ACTION ITEM → Could you filter the data below down to the lines that hold the word "graph"?

--- START ---

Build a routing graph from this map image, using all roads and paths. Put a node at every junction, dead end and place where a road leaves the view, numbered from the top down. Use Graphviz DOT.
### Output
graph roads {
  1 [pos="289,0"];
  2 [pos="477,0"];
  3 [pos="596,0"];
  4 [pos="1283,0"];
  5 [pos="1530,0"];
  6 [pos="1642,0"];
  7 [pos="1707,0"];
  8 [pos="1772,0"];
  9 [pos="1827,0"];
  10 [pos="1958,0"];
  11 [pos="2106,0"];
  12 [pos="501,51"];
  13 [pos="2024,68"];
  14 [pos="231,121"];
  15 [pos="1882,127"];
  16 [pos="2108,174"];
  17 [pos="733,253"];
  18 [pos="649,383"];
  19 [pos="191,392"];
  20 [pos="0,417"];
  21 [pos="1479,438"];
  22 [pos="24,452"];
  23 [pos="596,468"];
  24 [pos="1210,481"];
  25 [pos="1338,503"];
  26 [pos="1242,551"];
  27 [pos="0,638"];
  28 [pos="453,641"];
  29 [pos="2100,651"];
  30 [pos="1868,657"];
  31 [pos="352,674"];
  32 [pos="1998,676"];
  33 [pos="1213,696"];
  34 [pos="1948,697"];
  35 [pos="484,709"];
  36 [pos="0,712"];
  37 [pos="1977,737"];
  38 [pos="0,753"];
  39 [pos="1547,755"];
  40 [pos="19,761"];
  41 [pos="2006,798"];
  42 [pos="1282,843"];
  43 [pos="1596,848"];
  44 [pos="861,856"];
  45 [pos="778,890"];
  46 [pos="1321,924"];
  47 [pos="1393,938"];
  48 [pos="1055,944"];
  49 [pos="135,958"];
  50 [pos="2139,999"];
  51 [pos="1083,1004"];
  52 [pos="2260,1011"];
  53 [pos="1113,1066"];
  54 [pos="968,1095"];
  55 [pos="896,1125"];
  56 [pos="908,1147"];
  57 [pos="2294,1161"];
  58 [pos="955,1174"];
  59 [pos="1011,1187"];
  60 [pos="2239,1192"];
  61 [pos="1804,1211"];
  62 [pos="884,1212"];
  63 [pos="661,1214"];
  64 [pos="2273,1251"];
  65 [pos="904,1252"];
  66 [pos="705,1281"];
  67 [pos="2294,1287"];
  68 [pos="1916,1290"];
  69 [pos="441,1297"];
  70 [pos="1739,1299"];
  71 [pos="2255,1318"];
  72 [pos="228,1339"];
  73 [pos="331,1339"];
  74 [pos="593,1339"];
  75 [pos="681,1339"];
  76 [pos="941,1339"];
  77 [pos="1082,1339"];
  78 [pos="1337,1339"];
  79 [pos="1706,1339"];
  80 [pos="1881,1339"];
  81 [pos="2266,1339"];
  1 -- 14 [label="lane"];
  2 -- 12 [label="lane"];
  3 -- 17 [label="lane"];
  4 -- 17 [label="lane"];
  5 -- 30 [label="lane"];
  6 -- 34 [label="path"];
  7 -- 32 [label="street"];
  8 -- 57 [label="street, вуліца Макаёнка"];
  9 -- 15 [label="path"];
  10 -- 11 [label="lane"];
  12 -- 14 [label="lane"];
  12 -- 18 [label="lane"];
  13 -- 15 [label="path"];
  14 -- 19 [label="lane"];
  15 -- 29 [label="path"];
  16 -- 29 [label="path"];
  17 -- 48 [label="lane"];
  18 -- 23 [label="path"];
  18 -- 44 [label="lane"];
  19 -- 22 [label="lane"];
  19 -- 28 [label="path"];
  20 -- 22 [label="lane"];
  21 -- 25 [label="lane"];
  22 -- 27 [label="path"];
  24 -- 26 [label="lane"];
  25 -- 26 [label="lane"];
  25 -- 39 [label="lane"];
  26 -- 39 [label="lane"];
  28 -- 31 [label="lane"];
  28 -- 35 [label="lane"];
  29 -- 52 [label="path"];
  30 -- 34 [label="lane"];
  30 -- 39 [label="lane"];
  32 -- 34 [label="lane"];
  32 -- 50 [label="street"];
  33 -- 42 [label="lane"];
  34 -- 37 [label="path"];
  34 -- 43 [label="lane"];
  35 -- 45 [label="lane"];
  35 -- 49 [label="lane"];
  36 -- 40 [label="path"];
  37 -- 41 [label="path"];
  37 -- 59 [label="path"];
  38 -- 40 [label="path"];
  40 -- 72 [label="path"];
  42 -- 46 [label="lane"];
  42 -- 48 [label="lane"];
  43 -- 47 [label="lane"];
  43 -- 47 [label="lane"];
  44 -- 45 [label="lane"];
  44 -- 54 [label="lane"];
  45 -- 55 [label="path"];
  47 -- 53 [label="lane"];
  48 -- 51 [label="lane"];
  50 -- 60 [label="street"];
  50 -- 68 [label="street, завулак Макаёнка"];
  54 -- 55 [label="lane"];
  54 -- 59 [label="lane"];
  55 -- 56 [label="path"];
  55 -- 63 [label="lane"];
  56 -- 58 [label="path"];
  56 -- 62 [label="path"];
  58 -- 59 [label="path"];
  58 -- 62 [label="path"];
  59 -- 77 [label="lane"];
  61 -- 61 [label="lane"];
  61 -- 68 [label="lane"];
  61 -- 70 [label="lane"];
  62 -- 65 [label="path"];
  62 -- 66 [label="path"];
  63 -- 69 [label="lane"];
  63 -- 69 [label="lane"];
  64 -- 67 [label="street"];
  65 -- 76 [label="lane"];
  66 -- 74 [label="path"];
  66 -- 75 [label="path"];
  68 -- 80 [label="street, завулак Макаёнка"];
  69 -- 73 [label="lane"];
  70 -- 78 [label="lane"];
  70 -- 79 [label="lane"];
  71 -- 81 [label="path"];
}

--- END ---

SOLUTION →
Build a routing graph from this map image, using all roads and paths. Put a node at every junction, dead end and place where a road leaves the view, numbered from the top down. Use Graphviz DOT.
graph roads {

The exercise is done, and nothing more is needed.